**Excerpted data:**
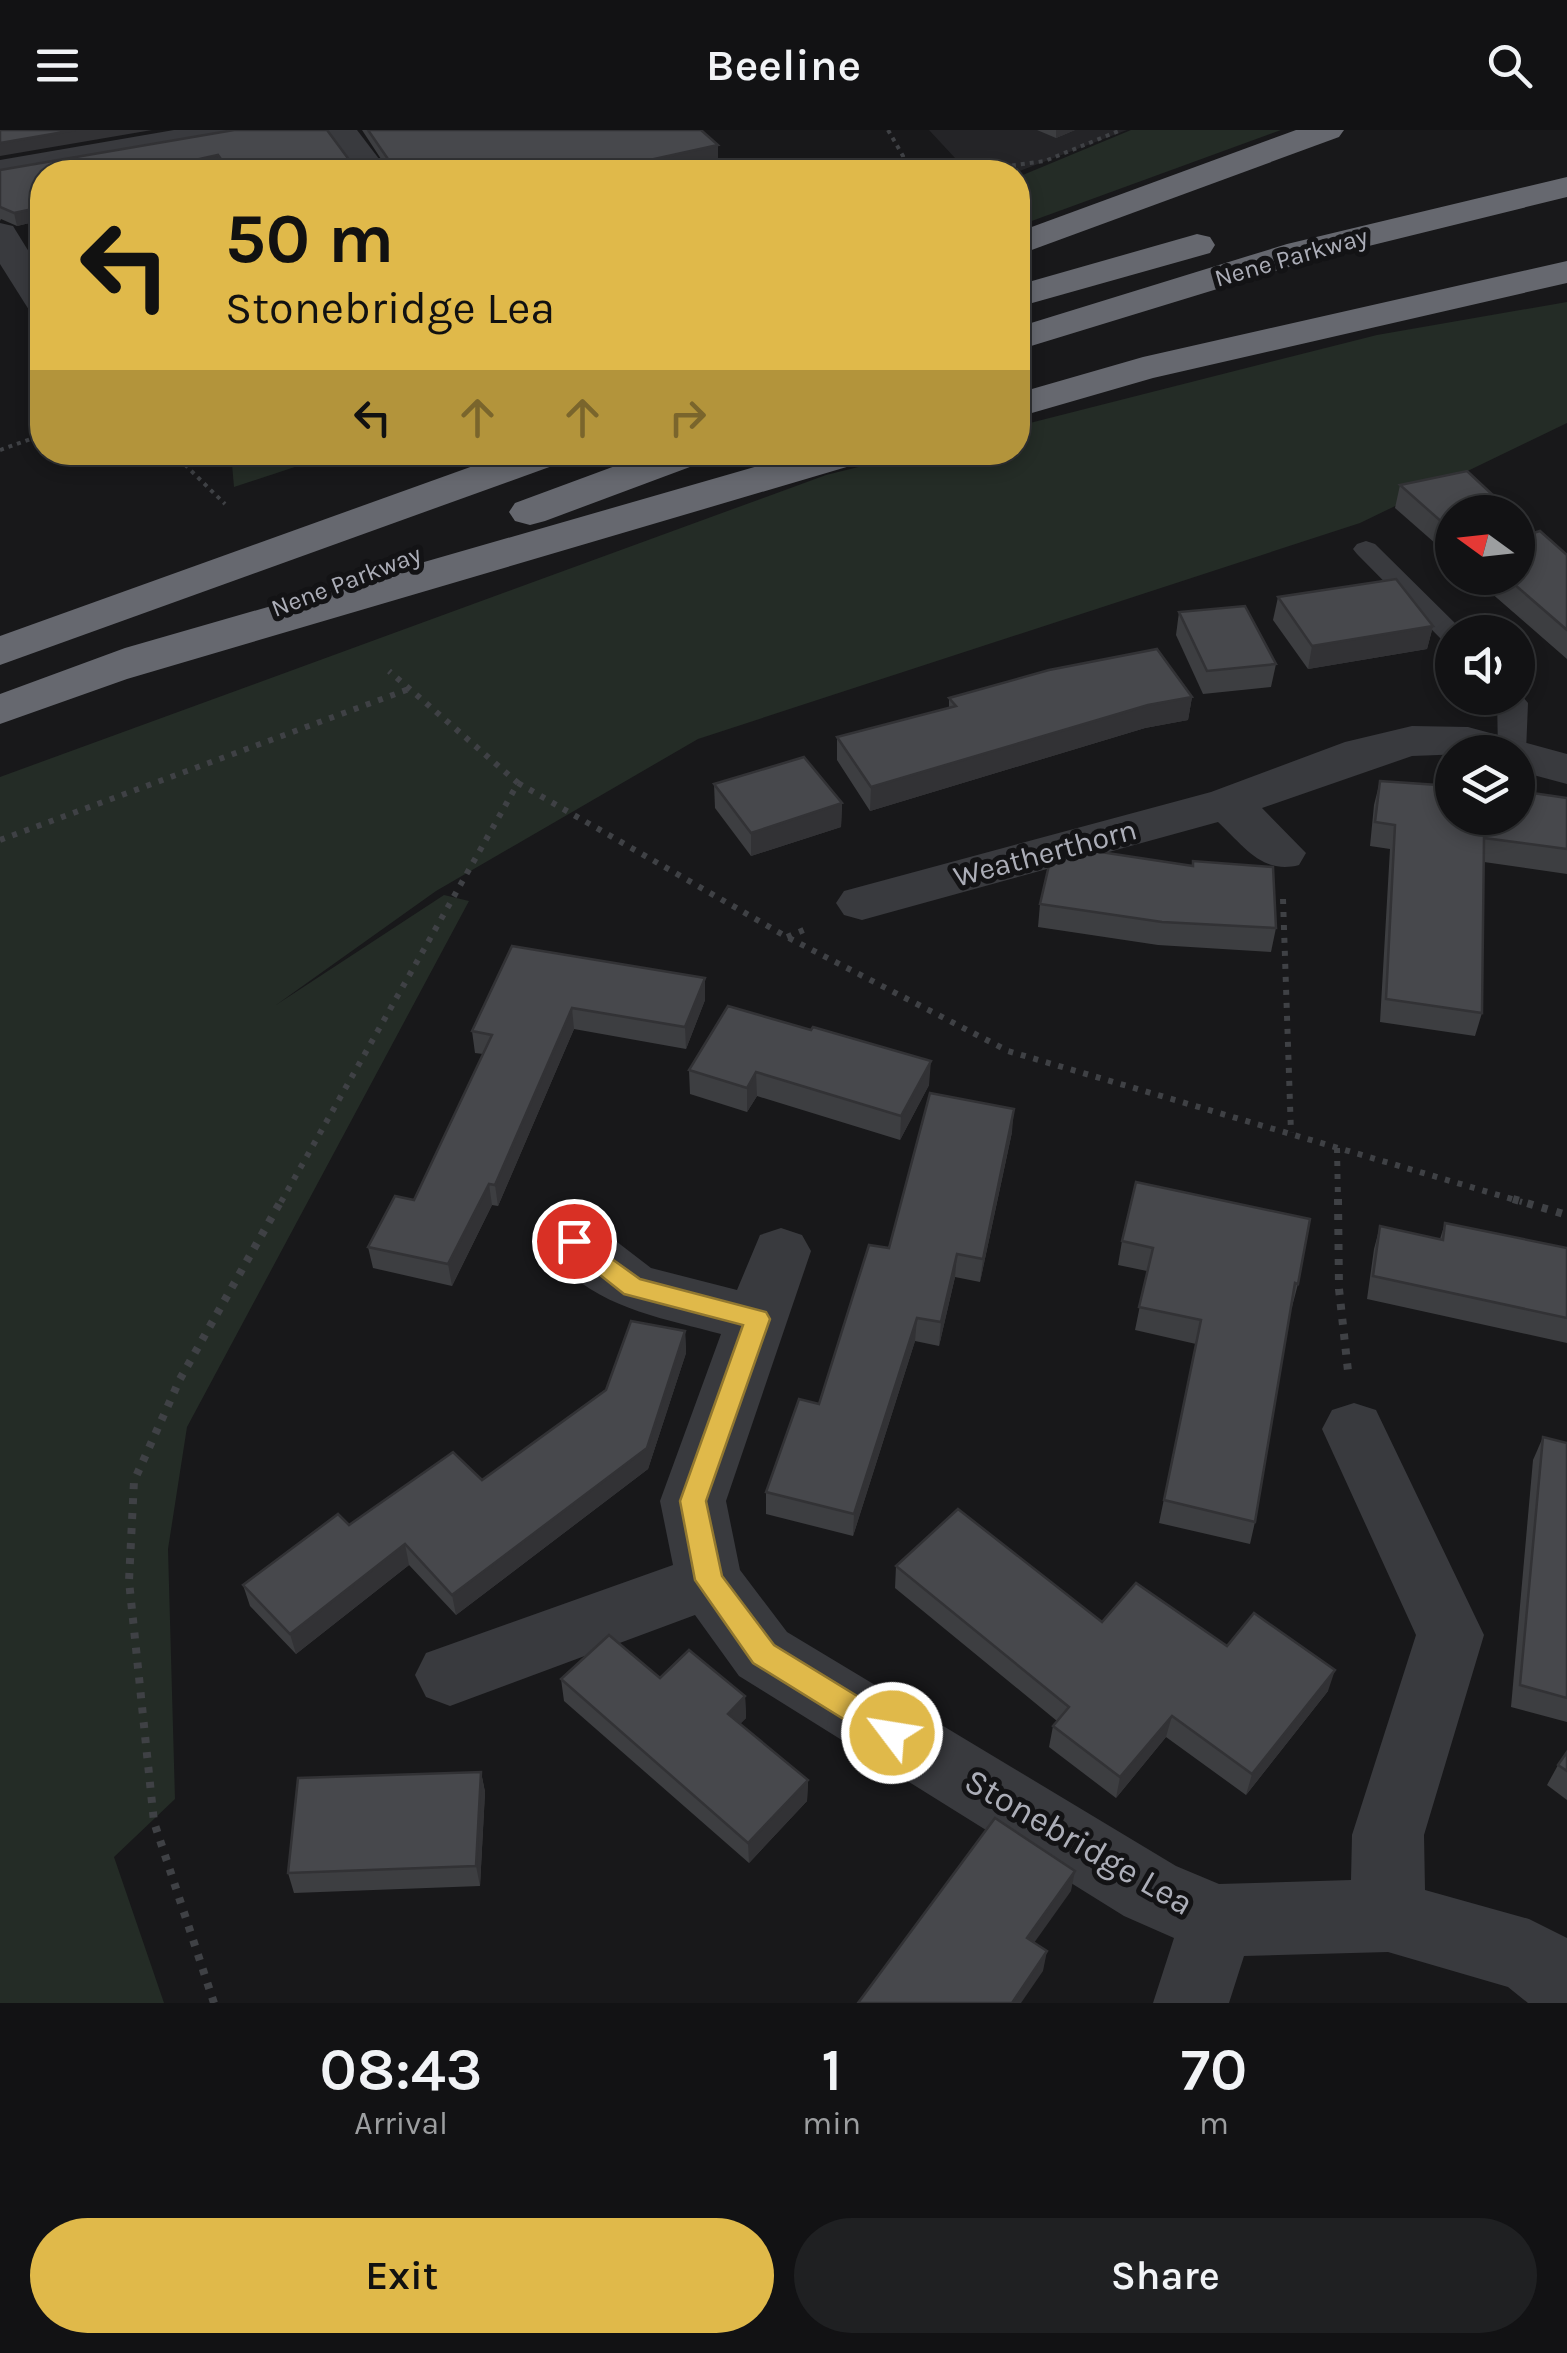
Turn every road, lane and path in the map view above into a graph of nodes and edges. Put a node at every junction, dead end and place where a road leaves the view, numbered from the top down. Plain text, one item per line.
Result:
1 (233, 130) edge
2 (340, 130) edge
3 (888, 130) edge
4 (1121, 130) edge
5 (1327, 130) edge
6 (58, 160) edge
7 (363, 160) edge
8 (903, 160) edge
9 (1030, 162) edge
10 (30, 165) edge
11 (0, 170) edge
12 (1567, 187) edge
13 (1318, 212) dead end
14 (1280, 222) dead end
15 (0, 234) edge
16 (1225, 237) dead end
17 (1030, 240) edge
18 (1567, 272) edge
19 (23, 282) edge
20 (1030, 293) edge
21 (1030, 335) edge
22 (1030, 402) edge
23 (30, 439) edge
24 (0, 450) edge
25 (185, 465) edge
26 (488, 465) edge
27 (516, 465) edge
28 (657, 465) edge
29 (808, 465) edge
30 (225, 504) dead end
31 (398, 507) junction
32 (1366, 549) dead end
33 (1435, 619) edge
34 (0, 651) edge
35 (108, 670) junction
36 (388, 671) dead end
37 (409, 689) junction
38 (0, 710) edge
39 (1435, 741) edge
40 (1535, 760) edge
41 (1567, 769) edge
42 (518, 783) junction
43 (1228, 803) junction
44 (0, 840) edge
45 (1281, 853) joint
46 (862, 903) dead end
47 (1291, 1133) junction
48 (1337, 1148) junction
49 (1567, 1216) edge
50 (574, 1241) dead end
51 (781, 1251) dead end
52 (758, 1319) junction
53 (1354, 1429) joint
54 (709, 1580) junction
55 (450, 1675) dead end
56 (1388, 1916) junction
57 (1218, 1920) junction
58 (1567, 1986) edge
59 (214, 2003) edge
60 (1190, 2003) edge

1 - 6 street
2 - 7 street
3 - 8 path
4 - 9 path
5 - 17 highway
10 - 11 street
12 - 21 highway, Nene Parkway
13 - 14 highway, Nene Parkway
15 - 19 street
16 - 20 highway, Nene Parkway
18 - 22 highway
23 - 24 path
25 - 30 path
26 - 31 highway
27 - 31 highway, Nene Parkway
28 - 35 highway, Nene Parkway
29 - 35 highway
31 - 34 highway, Nene Parkway
32 - 33 lane
35 - 38 highway, Nene Parkway
36 - 37 path
37 - 42 path
37 - 44 path
39 - 43 street, Weatherthorn
40 - 41 street, Weatherthorn
42 - 47 path
42 - 59 path
43 - 45 street
43 - 46 street, Weatherthorn
45 - 47 path
47 - 48 path
48 - 49 path
48 - 53 path
50 - 52 street
51 - 52 street, Stonebridge Lea
52 - 54 street, Stonebridge Lea
53 - 56 street
54 - 55 street
54 - 57 street, Stonebridge Lea
56 - 57 street, Stonebridge Lea
56 - 58 street, Stonebridge Lea
57 - 60 street, Stonebridge Lea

**Task goal:**
Whenever the word "Nene" appears in a line of the listing, report that line.

**Answer for this exercise:**
12 - 21 highway, Nene Parkway
13 - 14 highway, Nene Parkway
16 - 20 highway, Nene Parkway
27 - 31 highway, Nene Parkway
28 - 35 highway, Nene Parkway
31 - 34 highway, Nene Parkway
35 - 38 highway, Nene Parkway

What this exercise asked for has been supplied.